Many people don't understand Mac zealotry, and as a Mac zealot myself, I must admit I also find it a bit odd. But only when I'm at my rationalist best.
The thing is, Macintosh computers have always allowed me to do really interesting things without having a computer degree. I wasn't exactly a high achiever at school and I only did a year of university - back in the good old days when it was free - to fill in the time while my clever, academic girlfriend finished her degree.
And even then, I was doing English, Ancient History and Linguistics, not maths, science, business or computing. Since then I have designed and published magazines, created and edited movies, written books, created and mixed music, all using Macs.
Sure, you may be able to do all of those things with your PC, and that's great. But I can almost guarantee that I, for one, would not have been able to do all of those things with a PC. I just don't have the patience or the desire to be a tinkering computer scientist hot-rodding problem solver. Not to the extent I would have needed, anyway.
Right from the word go, groups of Mac users have got together both socially and to discuss Mac issues and exchange information. Of course, this is not exclusive to the Mac world either, but the Mac movements have lasted decades.
There are 'MUGs' (that should get some PC laughs) all over New Zealand, composed of people who love their Macs. They like to share that affection. 'MUG' stands for Mac User Group.
There's the Auckland Macintosh Society, the Blenheim Mac User Group, and even a Mac based branch of Senior Net. Mac Senior Net. This is a fascinating assortment of people who regularly meet in Howick, Auckland plus a sub group meeting on the North Shore.
There are Mac-related groups all over the country; you can check if there's a User Group near you at this site provided by Apple. If you find yourself at a MUG meeting, you will find yourself with Mac-fascinated people who can help you through issues, give you advice and more. Even recounting how someone else approached, say, making a slideshow to export to a CD might turn out to save you some unnecessary work, or offer you some great tips or alternative working practices.
They have these Mac enthusiast groups all over the world - they have names like the Huntsville Macintosh Users Group and the Northeast Ohio Apple Corps.

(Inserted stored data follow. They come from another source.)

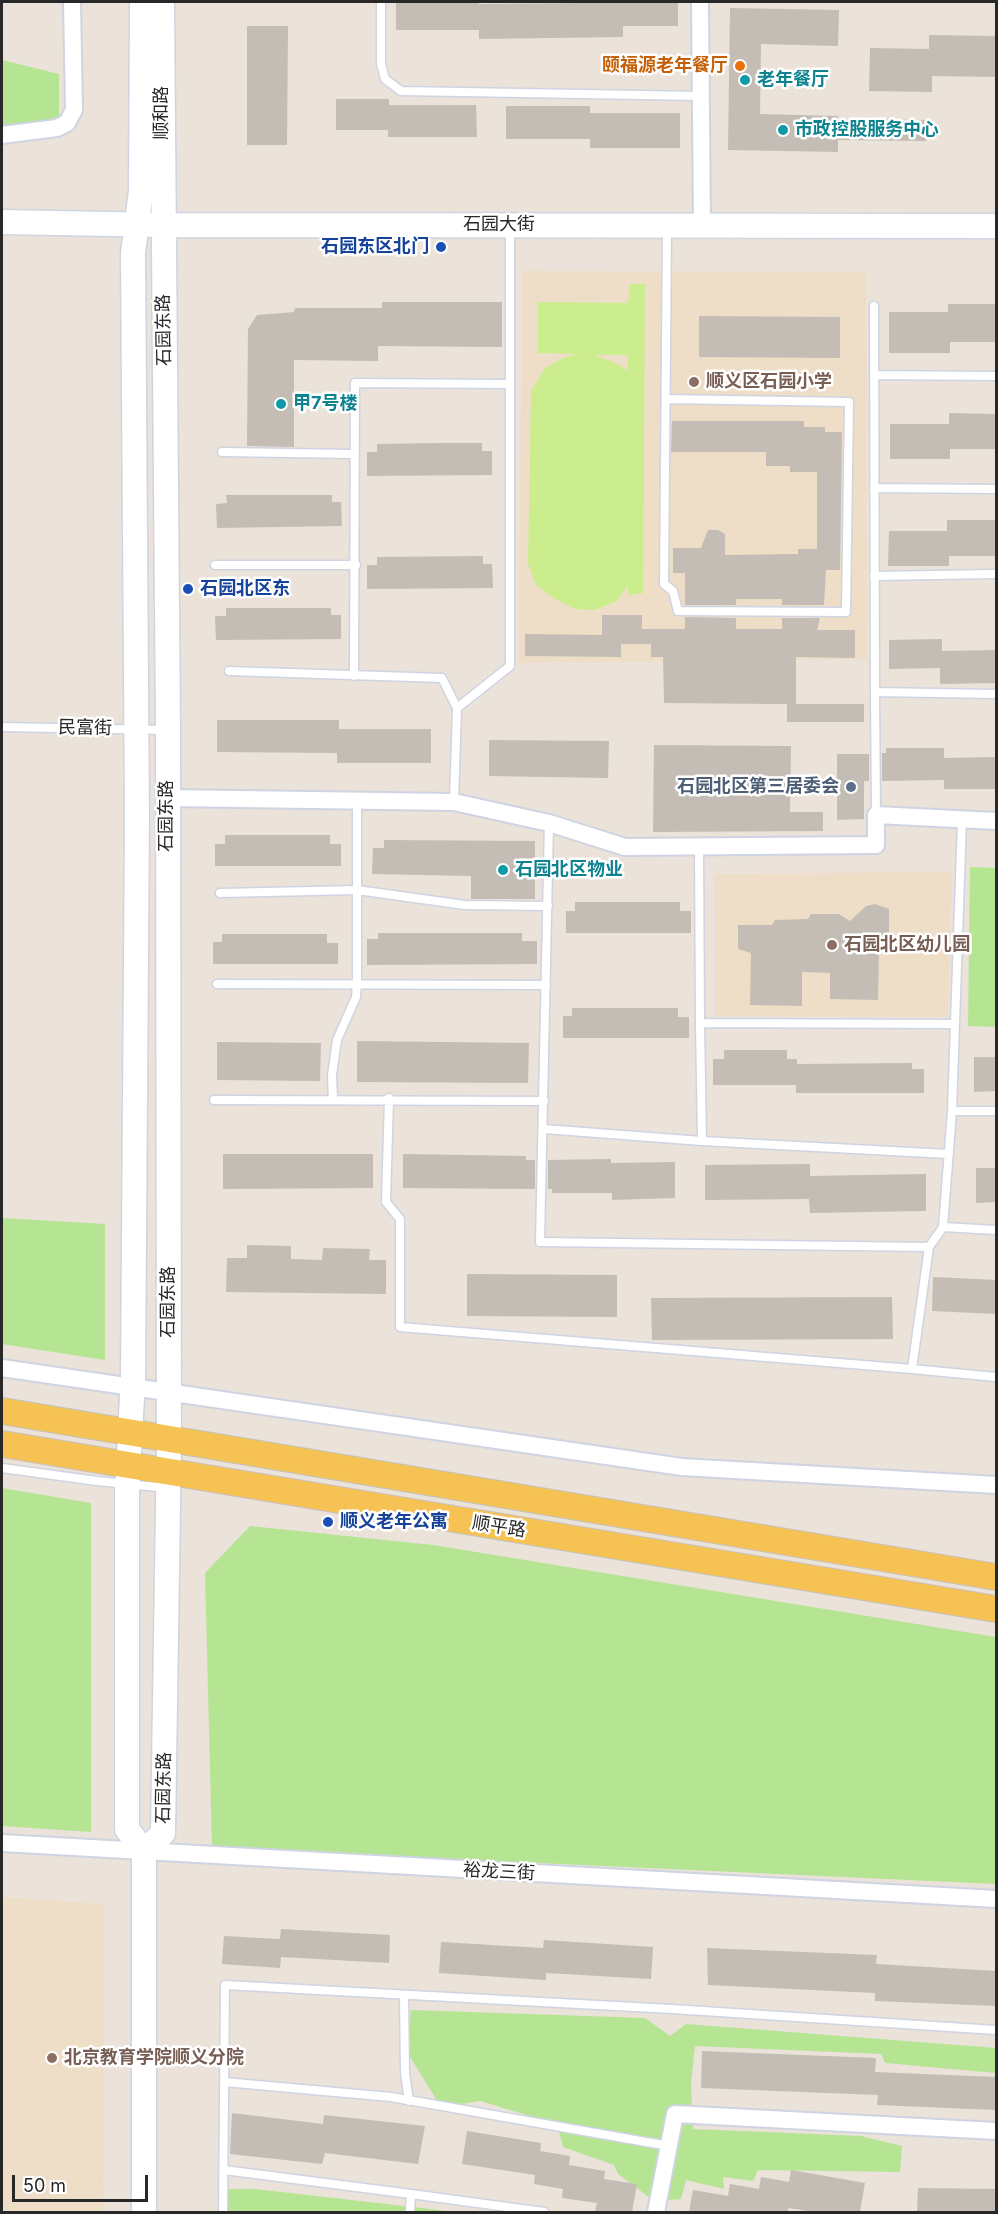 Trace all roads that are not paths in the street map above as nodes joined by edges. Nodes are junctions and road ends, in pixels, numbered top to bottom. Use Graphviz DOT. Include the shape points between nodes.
graph roads {
  1 [pos="72,2"];
  2 [pos="142,2"];
  3 [pos="162,2"];
  4 [pos="381,2"];
  5 [pos="700,2"];
  6 [pos="701,96"];
  7 [pos="2,135"];
  8 [pos="2,222"];
  9 [pos="136,224"];
  10 [pos="510,224"];
  11 [pos="163,225"];
  12 [pos="667,225"];
  13 [pos="702,225"];
  14 [pos="996,226"];
  15 [pos="874,306"];
  16 [pos="874,375"];
  17 [pos="996,376"];
  18 [pos="509,384"];
  19 [pos="666,399"];
  20 [pos="222,452"];
  21 [pos="354,454"];
  22 [pos="874,488"];
  23 [pos="996,489"];
  24 [pos="215,565"];
  25 [pos="356,566"];
  26 [pos="996,574"];
  27 [pos="874,576"];
  28 [pos="229,670"];
  29 [pos="354,676"];
  30 [pos="875,692"];
  31 [pos="996,694"];
  32 [pos="457,708"];
  33 [pos="2,727"];
  34 [pos="137,729"];
  35 [pos="168,730"];
  36 [pos="166,798"];
  37 [pos="357,800"];
  38 [pos="454,802"];
  39 [pos="876,815"];
  40 [pos="963,820"];
  41 [pos="996,821"];
  42 [pos="549,823"];
  43 [pos="699,846"];
  44 [pos="357,890"];
  45 [pos="220,893"];
  46 [pos="548,906"];
  47 [pos="357,983"];
  48 [pos="218,984"];
  49 [pos="546,985"];
  50 [pos="700,1023"];
  51 [pos="954,1024"];
  52 [pos="389,1098"];
  53 [pos="333,1099"];
  54 [pos="214,1100"];
  55 [pos="544,1101"];
  56 [pos="952,1111"];
  57 [pos="996,1111"];
  58 [pos="544,1129"];
  59 [pos="702,1141"];
  60 [pos="949,1154"];
  61 [pos="943,1227"];
  62 [pos="996,1230"];
  63 [pos="929,1247"];
  64 [pos="2,1368"];
  65 [pos="912,1370"];
  66 [pos="996,1377"];
  67 [pos="133,1386"];
  68 [pos="169,1391"];
  69 [pos="2,1411"];
  70 [pos="133,1433"];
  71 [pos="169,1438"];
  72 [pos="2,1444"];
  73 [pos="2,1468"];
  74 [pos="129,1475"];
  75 [pos="168,1480"];
  76 [pos="996,1485"];
  77 [pos="996,1577"];
  78 [pos="996,1610"];
  79 [pos="2,1843"];
  80 [pos="144,1852"];
  81 [pos="996,1899"];
  82 [pos="404,1995"];
  83 [pos="996,2031"];
  84 [pos="224,2082"];
  85 [pos="409,2100"];
  86 [pos="996,2131"];
  87 [pos="669,2146"];
  88 [pos="224,2170"];
  89 [pos="411,2194"];
  90 [pos="144,2212"];
  91 [pos="224,2212"];
  92 [pos="410,2212"];
  93 [pos="544,2212"];
  94 [pos="656,2212"];
  1 -- 7 [label="street" via="74,110 67,123 57,128"];
  2 -- 9 [label="main road, 顺和路" via="141,191"];
  3 -- 11 [label="main road, 顺和路"];
  4 -- 6 [label="lane" via="381,64 385,79 401,91"];
  5 -- 6 [label="street"];
  6 -- 13 [label="street"];
  8 -- 9 [label="main road, 石园大街"];
  9 -- 11 [label="main road, 石园大街"];
  9 -- 34 [label="main road, 石园东路" via="133,253"];
  10 -- 11 [label="main road, 石园大街"];
  10 -- 12 [label="main road, 石园大街"];
  10 -- 18 [label="lane"];
  11 -- 35 [label="main road, 石园东路"];
  12 -- 13 [label="main road, 石园大街"];
  12 -- 19 [label="lane"];
  13 -- 14 [label="main road, 石园大街"];
  15 -- 16 [label="lane"];
  16 -- 17 [label="lane"];
  16 -- 22 [label="lane"];
  18 -- 21 [label="lane" via="355,383"];
  18 -- 32 [label="lane" via="510,666"];
  19 -- 19 [label="lane" via="664,584 673,591 678,611 846,612 849,402"];
  20 -- 21 [label="lane"];
  21 -- 25 [label="lane"];
  22 -- 23 [label="lane"];
  22 -- 27 [label="lane"];
  24 -- 25 [label="lane"];
  25 -- 29 [label="lane"];
  26 -- 27 [label="lane"];
  27 -- 30 [label="lane"];
  28 -- 29 [label="lane"];
  29 -- 32 [label="lane" via="442,678"];
  30 -- 31 [label="lane"];
  30 -- 39 [label="lane"];
  32 -- 38 [label="lane"];
  33 -- 34 [label="lane, 民富街"];
  34 -- 35 [label="lane, 民富街"];
  34 -- 67 [label="main road, 石园东路"];
  35 -- 36 [label="main road, 石园东路"];
  36 -- 37 [label="street"];
  36 -- 68 [label="main road, 石园东路"];
  37 -- 38 [label="street"];
  37 -- 44 [label="lane"];
  38 -- 42 [label="street"];
  39 -- 40 [label="street"];
  39 -- 43 [label="street" via="876,845"];
  40 -- 41 [label="street"];
  40 -- 51 [label="lane"];
  42 -- 43 [label="street" via="626,848"];
  42 -- 46 [label="lane"];
  43 -- 50 [label="lane"];
  44 -- 45 [label="lane"];
  44 -- 46 [label="lane" via="465,905"];
  44 -- 47 [label="lane"];
  46 -- 49 [label="lane"];
  47 -- 48 [label="lane"];
  47 -- 49 [label="lane"];
  47 -- 53 [label="lane" via="356,997 337,1040"];
  49 -- 55 [label="lane"];
  50 -- 51 [label="lane"];
  50 -- 59 [label="lane"];
  51 -- 56 [label="lane"];
  52 -- 53 [label="lane"];
  52 -- 55 [label="lane"];
  52 -- 65 [label="lane" via="386,1202 400,1219 400,1327"];
  53 -- 54 [label="lane"];
  55 -- 58 [label="lane"];
  56 -- 57 [label="lane"];
  56 -- 60 [label="lane"];
  58 -- 59 [label="lane"];
  58 -- 63 [label="lane" via="540,1242"];
  59 -- 60 [label="lane"];
  60 -- 61 [label="lane"];
  61 -- 62 [label="lane"];
  61 -- 63 [label="lane"];
  63 -- 65 [label="lane"];
  64 -- 67 [label="street"];
  65 -- 66 [label="lane"];
  67 -- 68 [label="street"];
  67 -- 70 [label="main road, 石园东路"];
  68 -- 71 [label="main road, 石园东路"];
  68 -- 76 [label="street" via="682,1467"];
  69 -- 70 [label="main road, 顺平路"];
  70 -- 71 [label="main road, 顺平路"];
  70 -- 74 [label="main road, 石园东路"];
  71 -- 75 [label="main road, 石园东路"];
  71 -- 77 [label="main road, 顺平路"];
  72 -- 74 [label="main road, 顺平路"];
  73 -- 74 [label="lane"];
  74 -- 75 [label="main road, 顺平路"];
  74 -- 80 [label="main road, 石园东路" via="127,1829"];
  75 -- 78 [label="main road, 顺平路"];
  75 -- 80 [label="main road, 石园东路" via="163,1833"];
  79 -- 80 [label="street, 裕龙三街"];
  80 -- 81 [label="street, 裕龙三街"];
  80 -- 90 [label="main road"];
  82 -- 83 [label="lane"];
  82 -- 84 [label="lane" via="225,1985"];
  82 -- 85 [label="lane"];
  84 -- 85 [label="lane"];
  84 -- 88 [label="lane"];
  85 -- 87 [label="lane"];
  86 -- 87 [label="street" via="675,2114"];
  87 -- 94 [label="street"];
  88 -- 89 [label="lane"];
  88 -- 91 [label="lane"];
  89 -- 92 [label="lane"];
  89 -- 93 [label="lane"];
}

Many of the groups, like the Huntsville one, run video conferences for their users, teeing their members up with interesting Mac notables like Tidbits/Take Control gurus Adam and Tonya Engst. Experts like these often live hundreds of kilometres away from interested groups, so the video conferences avoid costly travel.
But why, you may ask? Why do Macs inspire such zealotry? I and many like me still get accused of being paid by Apple to do what we do. I am not, and I have never been, paid by Apple.

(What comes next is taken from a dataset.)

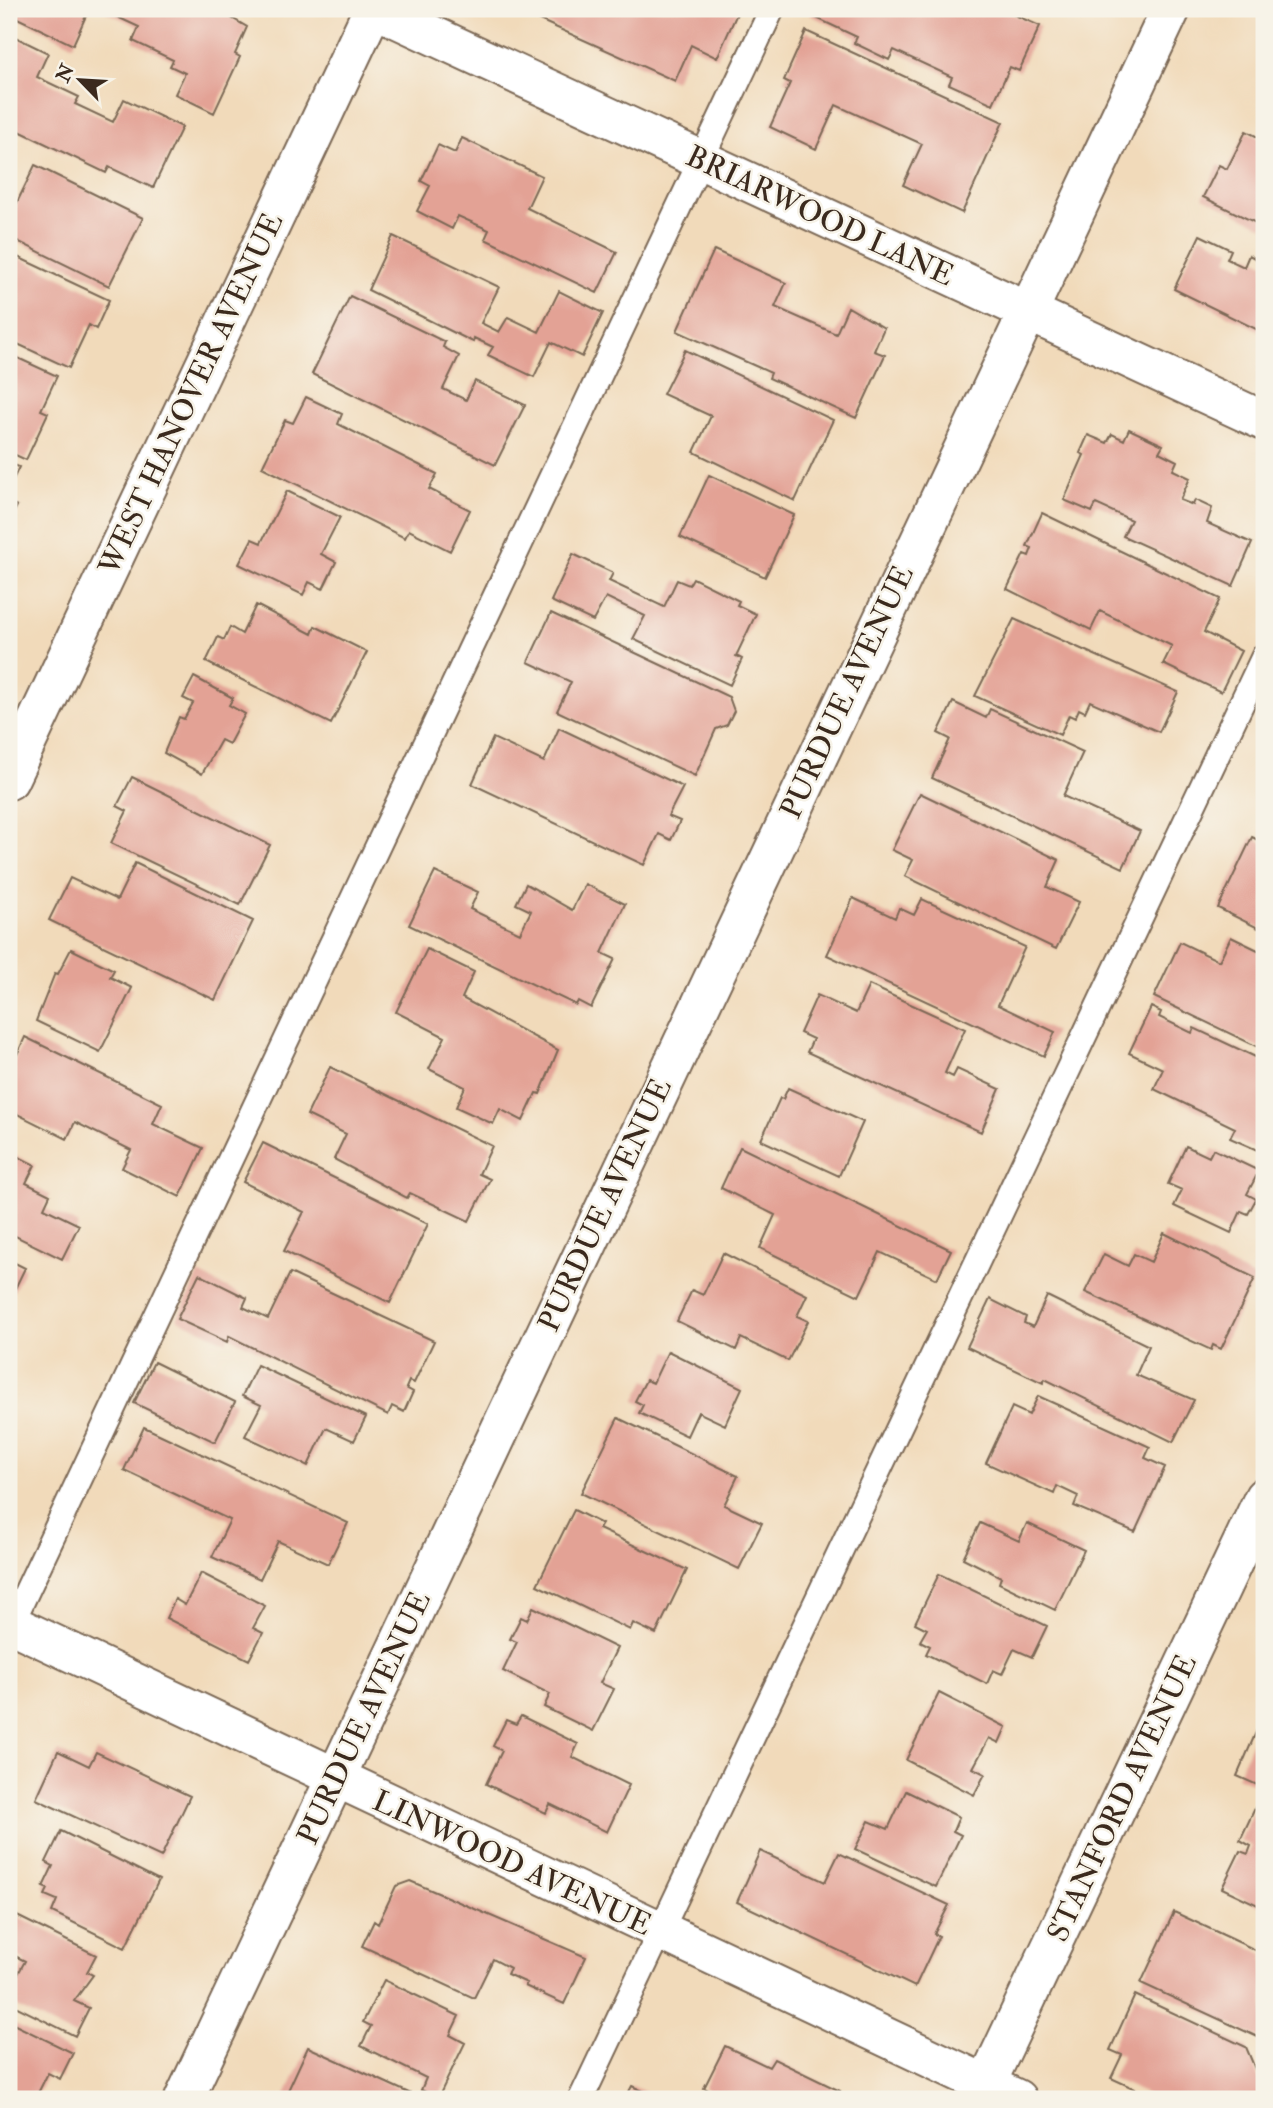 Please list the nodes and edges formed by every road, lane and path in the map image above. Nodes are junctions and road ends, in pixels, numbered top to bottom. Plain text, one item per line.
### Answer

To help explain this Mac zealotry, 'Welcome to Macintosh: the documentary for the rest of us' could help a lot. Shipping from the 15th December, it features interviews with the original Mac evangelist Guy Kawasaki and with the writer Leander Kahney.
Even their backgrounds are part of the Mac zealotry phenomenon. Guy Kawasaki was so enthusiastic about Macs he ended up being employed by Apple to spread his enthusiasm. Kahney wrote 'Cult of Mac' and 'Cult of iPod'... suffice to say I don't think his future book plans include 'Cult of Dell' or 'Cult of Zune'. I don't think anyone would ever plan to write books like that.

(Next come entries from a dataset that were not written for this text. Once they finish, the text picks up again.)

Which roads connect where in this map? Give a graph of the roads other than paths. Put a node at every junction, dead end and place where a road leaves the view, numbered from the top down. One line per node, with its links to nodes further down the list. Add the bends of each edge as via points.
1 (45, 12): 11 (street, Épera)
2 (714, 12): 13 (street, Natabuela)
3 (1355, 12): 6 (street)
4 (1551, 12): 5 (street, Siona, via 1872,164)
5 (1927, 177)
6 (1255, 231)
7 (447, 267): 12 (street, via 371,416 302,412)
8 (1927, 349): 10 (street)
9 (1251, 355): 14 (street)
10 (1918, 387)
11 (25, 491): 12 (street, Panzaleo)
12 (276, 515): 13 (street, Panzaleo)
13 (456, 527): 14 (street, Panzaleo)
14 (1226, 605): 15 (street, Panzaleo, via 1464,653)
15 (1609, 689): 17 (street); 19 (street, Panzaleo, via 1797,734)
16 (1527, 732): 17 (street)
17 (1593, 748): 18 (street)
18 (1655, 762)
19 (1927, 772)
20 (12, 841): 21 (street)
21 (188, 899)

In the trailer for the documentary, Kawasaki says the allure of the Mac is those people who love engineering, design and being different.
In the trailer, Steve Jobs is mentioned as the best possible person to work with - and also the worst; as being fundamentally intertwined with Apple and as the person who defines the company.
The other founder, Steve Wozniak, is called 'the Geek Hero'.
Other interesting people interviewed include the Macintosh co-creator Andy Hertzfeld, engineer and Mac start-up sound creator Jim Reekes, filmmaker Simon Tarr, Academy Award winning editor Richard Halsey, Mac consultant Wayne Wenzlaff, writer and satirist John Moltz.
There's the Apple I replica engineer Vince Briel, Professor of Music Drew Hudgins, collector Wayne Bibbens (who has a model of pretty much every Mac ever made) and Charles DeVore of the Portland Macintosh User Group. They even spoke to Ron Wayne, the often overlooked third founder of the original Apple Computer Company along with Wozniak and Jobs.
Kawasaki - who hasn't worked for Apple for a long time, by the way - comes back on in the trailer and points out that the Apple 1 changed the world, the Apple II changed the world, the Macintosh changed the world and the iPod changed the world. He says the iPhone is probably changing the world. "That's five things. You can't call that luck." No, you can't.
Sounds awful, doesn't it? All these boring Mac zealots sitting around talking about Apple? I can hardly wait to see it.